=== Section Start ===

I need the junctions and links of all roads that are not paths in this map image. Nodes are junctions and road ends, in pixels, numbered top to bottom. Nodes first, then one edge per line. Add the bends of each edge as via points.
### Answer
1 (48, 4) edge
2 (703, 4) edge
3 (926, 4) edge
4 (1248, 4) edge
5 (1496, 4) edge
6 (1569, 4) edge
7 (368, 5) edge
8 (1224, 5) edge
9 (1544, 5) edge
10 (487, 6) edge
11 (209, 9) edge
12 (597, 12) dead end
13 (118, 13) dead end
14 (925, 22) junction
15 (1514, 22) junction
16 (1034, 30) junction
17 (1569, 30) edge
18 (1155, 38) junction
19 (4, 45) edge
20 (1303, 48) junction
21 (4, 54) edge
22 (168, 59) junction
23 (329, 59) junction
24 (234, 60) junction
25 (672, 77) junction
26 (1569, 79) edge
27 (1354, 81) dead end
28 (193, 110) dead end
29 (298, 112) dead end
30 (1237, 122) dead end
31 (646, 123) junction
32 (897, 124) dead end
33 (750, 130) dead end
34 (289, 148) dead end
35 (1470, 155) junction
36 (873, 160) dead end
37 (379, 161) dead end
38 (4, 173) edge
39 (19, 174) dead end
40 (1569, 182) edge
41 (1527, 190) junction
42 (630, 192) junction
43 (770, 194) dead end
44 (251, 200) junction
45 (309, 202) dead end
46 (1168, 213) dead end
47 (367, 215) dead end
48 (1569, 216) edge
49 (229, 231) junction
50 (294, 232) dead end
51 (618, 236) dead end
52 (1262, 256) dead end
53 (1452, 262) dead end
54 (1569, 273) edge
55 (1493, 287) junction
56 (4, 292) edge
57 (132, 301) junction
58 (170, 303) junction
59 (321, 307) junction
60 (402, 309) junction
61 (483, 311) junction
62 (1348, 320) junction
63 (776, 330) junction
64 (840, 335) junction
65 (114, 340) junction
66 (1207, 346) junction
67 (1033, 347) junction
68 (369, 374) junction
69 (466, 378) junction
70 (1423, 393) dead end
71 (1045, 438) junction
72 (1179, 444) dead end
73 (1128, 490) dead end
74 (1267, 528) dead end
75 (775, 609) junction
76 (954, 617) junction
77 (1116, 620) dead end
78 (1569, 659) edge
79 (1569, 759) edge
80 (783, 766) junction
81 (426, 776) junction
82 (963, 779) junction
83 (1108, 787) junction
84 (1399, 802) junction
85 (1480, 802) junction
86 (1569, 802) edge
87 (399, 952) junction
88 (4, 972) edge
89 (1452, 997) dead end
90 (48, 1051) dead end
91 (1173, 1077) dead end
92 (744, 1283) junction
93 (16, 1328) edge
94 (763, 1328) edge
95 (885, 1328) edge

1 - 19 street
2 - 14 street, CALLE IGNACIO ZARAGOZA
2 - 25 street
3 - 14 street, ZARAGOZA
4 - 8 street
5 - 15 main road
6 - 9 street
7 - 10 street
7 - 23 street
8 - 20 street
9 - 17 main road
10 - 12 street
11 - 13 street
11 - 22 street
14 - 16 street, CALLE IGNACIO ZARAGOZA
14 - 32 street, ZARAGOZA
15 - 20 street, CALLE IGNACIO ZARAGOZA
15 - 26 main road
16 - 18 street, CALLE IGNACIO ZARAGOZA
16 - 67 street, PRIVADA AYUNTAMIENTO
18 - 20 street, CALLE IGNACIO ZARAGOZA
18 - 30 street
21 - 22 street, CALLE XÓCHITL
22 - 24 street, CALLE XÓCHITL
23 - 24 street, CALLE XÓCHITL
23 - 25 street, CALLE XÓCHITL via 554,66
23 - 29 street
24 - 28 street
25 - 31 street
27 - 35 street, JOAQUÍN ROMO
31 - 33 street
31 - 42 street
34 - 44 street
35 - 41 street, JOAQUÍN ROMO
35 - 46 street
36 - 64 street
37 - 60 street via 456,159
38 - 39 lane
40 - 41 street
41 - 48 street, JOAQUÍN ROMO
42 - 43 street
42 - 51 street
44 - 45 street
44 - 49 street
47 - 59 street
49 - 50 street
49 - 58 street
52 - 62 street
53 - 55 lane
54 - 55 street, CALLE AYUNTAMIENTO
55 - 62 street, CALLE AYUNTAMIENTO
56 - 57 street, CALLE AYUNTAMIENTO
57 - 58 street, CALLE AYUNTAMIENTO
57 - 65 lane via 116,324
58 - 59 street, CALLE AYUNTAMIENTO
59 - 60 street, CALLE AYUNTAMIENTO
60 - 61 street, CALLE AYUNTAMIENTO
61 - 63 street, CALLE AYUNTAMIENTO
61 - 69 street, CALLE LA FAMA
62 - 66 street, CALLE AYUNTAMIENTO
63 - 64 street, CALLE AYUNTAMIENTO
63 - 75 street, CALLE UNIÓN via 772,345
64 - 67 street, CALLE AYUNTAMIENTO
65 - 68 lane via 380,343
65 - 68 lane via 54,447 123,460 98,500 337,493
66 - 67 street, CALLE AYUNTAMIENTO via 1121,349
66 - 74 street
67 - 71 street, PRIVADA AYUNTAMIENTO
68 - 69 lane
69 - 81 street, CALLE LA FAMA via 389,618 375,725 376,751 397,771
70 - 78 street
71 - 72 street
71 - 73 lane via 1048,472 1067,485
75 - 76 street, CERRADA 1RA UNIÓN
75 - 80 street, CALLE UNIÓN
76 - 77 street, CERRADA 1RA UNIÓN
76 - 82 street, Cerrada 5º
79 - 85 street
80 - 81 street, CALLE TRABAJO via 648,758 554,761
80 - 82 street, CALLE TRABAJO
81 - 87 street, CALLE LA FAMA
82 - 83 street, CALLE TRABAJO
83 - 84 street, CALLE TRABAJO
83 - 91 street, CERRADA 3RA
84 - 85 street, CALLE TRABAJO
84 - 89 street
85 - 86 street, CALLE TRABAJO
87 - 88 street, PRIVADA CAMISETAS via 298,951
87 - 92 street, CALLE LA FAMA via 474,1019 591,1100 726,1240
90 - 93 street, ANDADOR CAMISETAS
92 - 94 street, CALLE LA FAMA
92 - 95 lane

=== Section End ===

What the exercise asks – Every line of the material is to be set down again verbatim.

Expected answer –
I need the junctions and links of all roads that are not paths in this map image. Nodes are junctions and road ends, in pixels, numbered top to bottom. Nodes first, then one edge per line. Add the bends of each edge as via points.
### Answer
1 (48, 4) edge
2 (703, 4) edge
3 (926, 4) edge
4 (1248, 4) edge
5 (1496, 4) edge
6 (1569, 4) edge
7 (368, 5) edge
8 (1224, 5) edge
9 (1544, 5) edge
10 (487, 6) edge
11 (209, 9) edge
12 (597, 12) dead end
13 (118, 13) dead end
14 (925, 22) junction
15 (1514, 22) junction
16 (1034, 30) junction
17 (1569, 30) edge
18 (1155, 38) junction
19 (4, 45) edge
20 (1303, 48) junction
21 (4, 54) edge
22 (168, 59) junction
23 (329, 59) junction
24 (234, 60) junction
25 (672, 77) junction
26 (1569, 79) edge
27 (1354, 81) dead end
28 (193, 110) dead end
29 (298, 112) dead end
30 (1237, 122) dead end
31 (646, 123) junction
32 (897, 124) dead end
33 (750, 130) dead end
34 (289, 148) dead end
35 (1470, 155) junction
36 (873, 160) dead end
37 (379, 161) dead end
38 (4, 173) edge
39 (19, 174) dead end
40 (1569, 182) edge
41 (1527, 190) junction
42 (630, 192) junction
43 (770, 194) dead end
44 (251, 200) junction
45 (309, 202) dead end
46 (1168, 213) dead end
47 (367, 215) dead end
48 (1569, 216) edge
49 (229, 231) junction
50 (294, 232) dead end
51 (618, 236) dead end
52 (1262, 256) dead end
53 (1452, 262) dead end
54 (1569, 273) edge
55 (1493, 287) junction
56 (4, 292) edge
57 (132, 301) junction
58 (170, 303) junction
59 (321, 307) junction
60 (402, 309) junction
61 (483, 311) junction
62 (1348, 320) junction
63 (776, 330) junction
64 (840, 335) junction
65 (114, 340) junction
66 (1207, 346) junction
67 (1033, 347) junction
68 (369, 374) junction
69 (466, 378) junction
70 (1423, 393) dead end
71 (1045, 438) junction
72 (1179, 444) dead end
73 (1128, 490) dead end
74 (1267, 528) dead end
75 (775, 609) junction
76 (954, 617) junction
77 (1116, 620) dead end
78 (1569, 659) edge
79 (1569, 759) edge
80 (783, 766) junction
81 (426, 776) junction
82 (963, 779) junction
83 (1108, 787) junction
84 (1399, 802) junction
85 (1480, 802) junction
86 (1569, 802) edge
87 (399, 952) junction
88 (4, 972) edge
89 (1452, 997) dead end
90 (48, 1051) dead end
91 (1173, 1077) dead end
92 (744, 1283) junction
93 (16, 1328) edge
94 (763, 1328) edge
95 (885, 1328) edge

1 - 19 street
2 - 14 street, CALLE IGNACIO ZARAGOZA
2 - 25 street
3 - 14 street, ZARAGOZA
4 - 8 street
5 - 15 main road
6 - 9 street
7 - 10 street
7 - 23 street
8 - 20 street
9 - 17 main road
10 - 12 street
11 - 13 street
11 - 22 street
14 - 16 street, CALLE IGNACIO ZARAGOZA
14 - 32 street, ZARAGOZA
15 - 20 street, CALLE IGNACIO ZARAGOZA
15 - 26 main road
16 - 18 street, CALLE IGNACIO ZARAGOZA
16 - 67 street, PRIVADA AYUNTAMIENTO
18 - 20 street, CALLE IGNACIO ZARAGOZA
18 - 30 street
21 - 22 street, CALLE XÓCHITL
22 - 24 street, CALLE XÓCHITL
23 - 24 street, CALLE XÓCHITL
23 - 25 street, CALLE XÓCHITL via 554,66
23 - 29 street
24 - 28 street
25 - 31 street
27 - 35 street, JOAQUÍN ROMO
31 - 33 street
31 - 42 street
34 - 44 street
35 - 41 street, JOAQUÍN ROMO
35 - 46 street
36 - 64 street
37 - 60 street via 456,159
38 - 39 lane
40 - 41 street
41 - 48 street, JOAQUÍN ROMO
42 - 43 street
42 - 51 street
44 - 45 street
44 - 49 street
47 - 59 street
49 - 50 street
49 - 58 street
52 - 62 street
53 - 55 lane
54 - 55 street, CALLE AYUNTAMIENTO
55 - 62 street, CALLE AYUNTAMIENTO
56 - 57 street, CALLE AYUNTAMIENTO
57 - 58 street, CALLE AYUNTAMIENTO
57 - 65 lane via 116,324
58 - 59 street, CALLE AYUNTAMIENTO
59 - 60 street, CALLE AYUNTAMIENTO
60 - 61 street, CALLE AYUNTAMIENTO
61 - 63 street, CALLE AYUNTAMIENTO
61 - 69 street, CALLE LA FAMA
62 - 66 street, CALLE AYUNTAMIENTO
63 - 64 street, CALLE AYUNTAMIENTO
63 - 75 street, CALLE UNIÓN via 772,345
64 - 67 street, CALLE AYUNTAMIENTO
65 - 68 lane via 380,343
65 - 68 lane via 54,447 123,460 98,500 337,493
66 - 67 street, CALLE AYUNTAMIENTO via 1121,349
66 - 74 street
67 - 71 street, PRIVADA AYUNTAMIENTO
68 - 69 lane
69 - 81 street, CALLE LA FAMA via 389,618 375,725 376,751 397,771
70 - 78 street
71 - 72 street
71 - 73 lane via 1048,472 1067,485
75 - 76 street, CERRADA 1RA UNIÓN
75 - 80 street, CALLE UNIÓN
76 - 77 street, CERRADA 1RA UNIÓN
76 - 82 street, Cerrada 5º
79 - 85 street
80 - 81 street, CALLE TRABAJO via 648,758 554,761
80 - 82 street, CALLE TRABAJO
81 - 87 street, CALLE LA FAMA
82 - 83 street, CALLE TRABAJO
83 - 84 street, CALLE TRABAJO
83 - 91 street, CERRADA 3RA
84 - 85 street, CALLE TRABAJO
84 - 89 street
85 - 86 street, CALLE TRABAJO
87 - 88 street, PRIVADA CAMISETAS via 298,951
87 - 92 street, CALLE LA FAMA via 474,1019 591,1100 726,1240
90 - 93 street, ANDADOR CAMISETAS
92 - 94 street, CALLE LA FAMA
92 - 95 lane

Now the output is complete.